(Dataset entries)
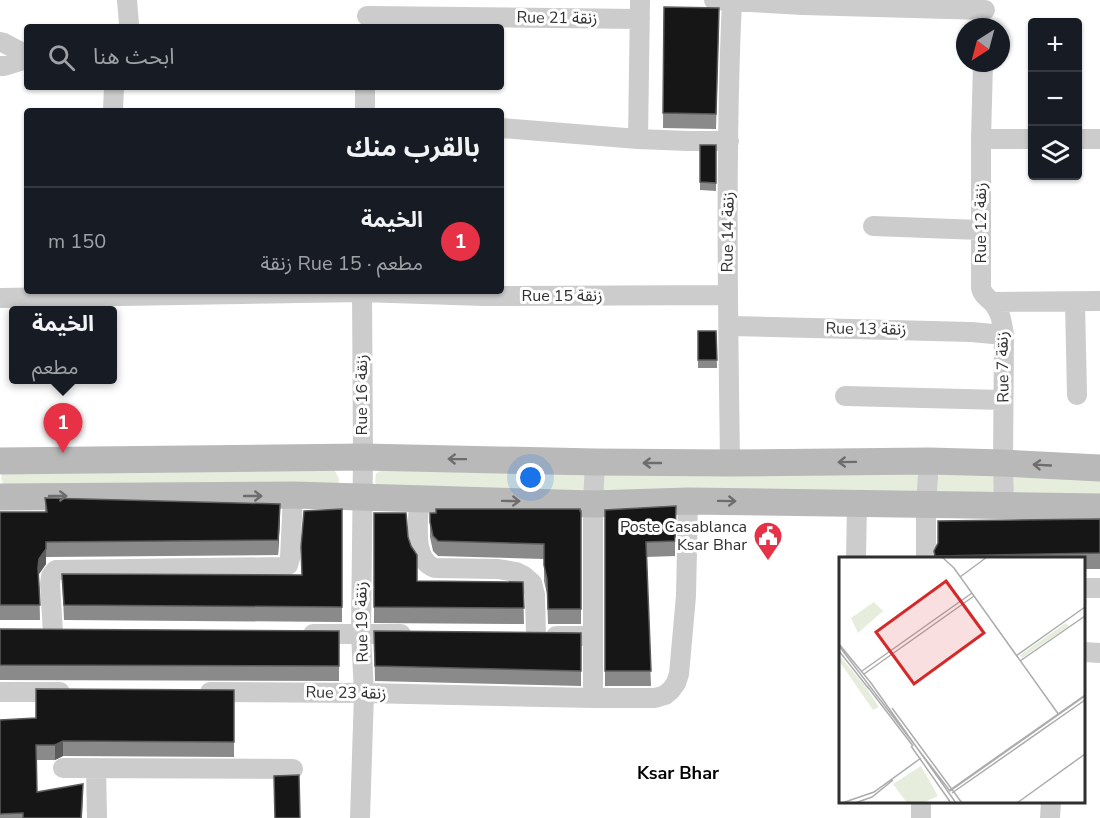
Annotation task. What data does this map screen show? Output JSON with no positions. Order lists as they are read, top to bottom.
{
  "streets": {
    "street": [
      "Rue 21 زنقة",
      "Rue 12 زنقة",
      "Rue 14 زنقة",
      "Rue 15 زنقة",
      "Rue 13 زنقة",
      "Rue 7 زنقة",
      "Rue 16 زنقة",
      "Rue 19 زنقة",
      "Rue 23 زنقة"
    ]
  },
  "crossings": [
    ["Rue 12 زنقة", "Rue 7 زنقة"],
    ["Rue 14 زنقة", "Rue 15 زنقة"],
    ["Rue 14 زنقة", "Rue 13 زنقة"],
    ["Rue 13 زنقة", "Rue 7 زنقة"],
    ["Rue 16 زنقة", "Rue 19 زنقة"],
    ["Rue 19 زنقة", "Rue 23 زنقة"]
  ],
  "districts": ["Ksar Bhar"],
  "places": {
    "public building": ["Poste Casablanca Ksar Bhar"]
  },
  "north": "bottom left",
  "page": {
    "map_buttons": ["+", "−"],
    "search": "ابحث هنا",
    "heading": "بالقرب منك",
    "list": [
      {
        "mark": "1",
        "name": "الخيمة",
        "note": "مطعم · Rue 15 زنقة",
        "value": "150 m"
      }
    ],
    "popup": ["الخيمة", "مطعم"],
    "pins": "1"
  }
}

• Activity
With the pictures removed, return each record above exactly as given.

• Output of the task
Annotation task. What data does this map screen show? Output JSON with no positions. Order lists as they are read, top to bottom.
{
  "streets": {
    "street": [
      "Rue 21 زنقة",
      "Rue 12 زنقة",
      "Rue 14 زنقة",
      "Rue 15 زنقة",
      "Rue 13 زنقة",
      "Rue 7 زنقة",
      "Rue 16 زنقة",
      "Rue 19 زنقة",
      "Rue 23 زنقة"
    ]
  },
  "crossings": [
    ["Rue 12 زنقة", "Rue 7 زنقة"],
    ["Rue 14 زنقة", "Rue 15 زنقة"],
    ["Rue 14 زنقة", "Rue 13 زنقة"],
    ["Rue 13 زنقة", "Rue 7 زنقة"],
    ["Rue 16 زنقة", "Rue 19 زنقة"],
    ["Rue 19 زنقة", "Rue 23 زنقة"]
  ],
  "districts": ["Ksar Bhar"],
  "places": {
    "public building": ["Poste Casablanca Ksar Bhar"]
  },
  "north": "bottom left",
  "page": {
    "map_buttons": ["+", "−"],
    "search": "ابحث هنا",
    "heading": "بالقرب منك",
    "list": [
      {
        "mark": "1",
        "name": "الخيمة",
        "note": "مطعم · Rue 15 زنقة",
        "value": "150 m"
      }
    ],
    "popup": ["الخيمة", "مطعم"],
    "pins": "1"
  }
}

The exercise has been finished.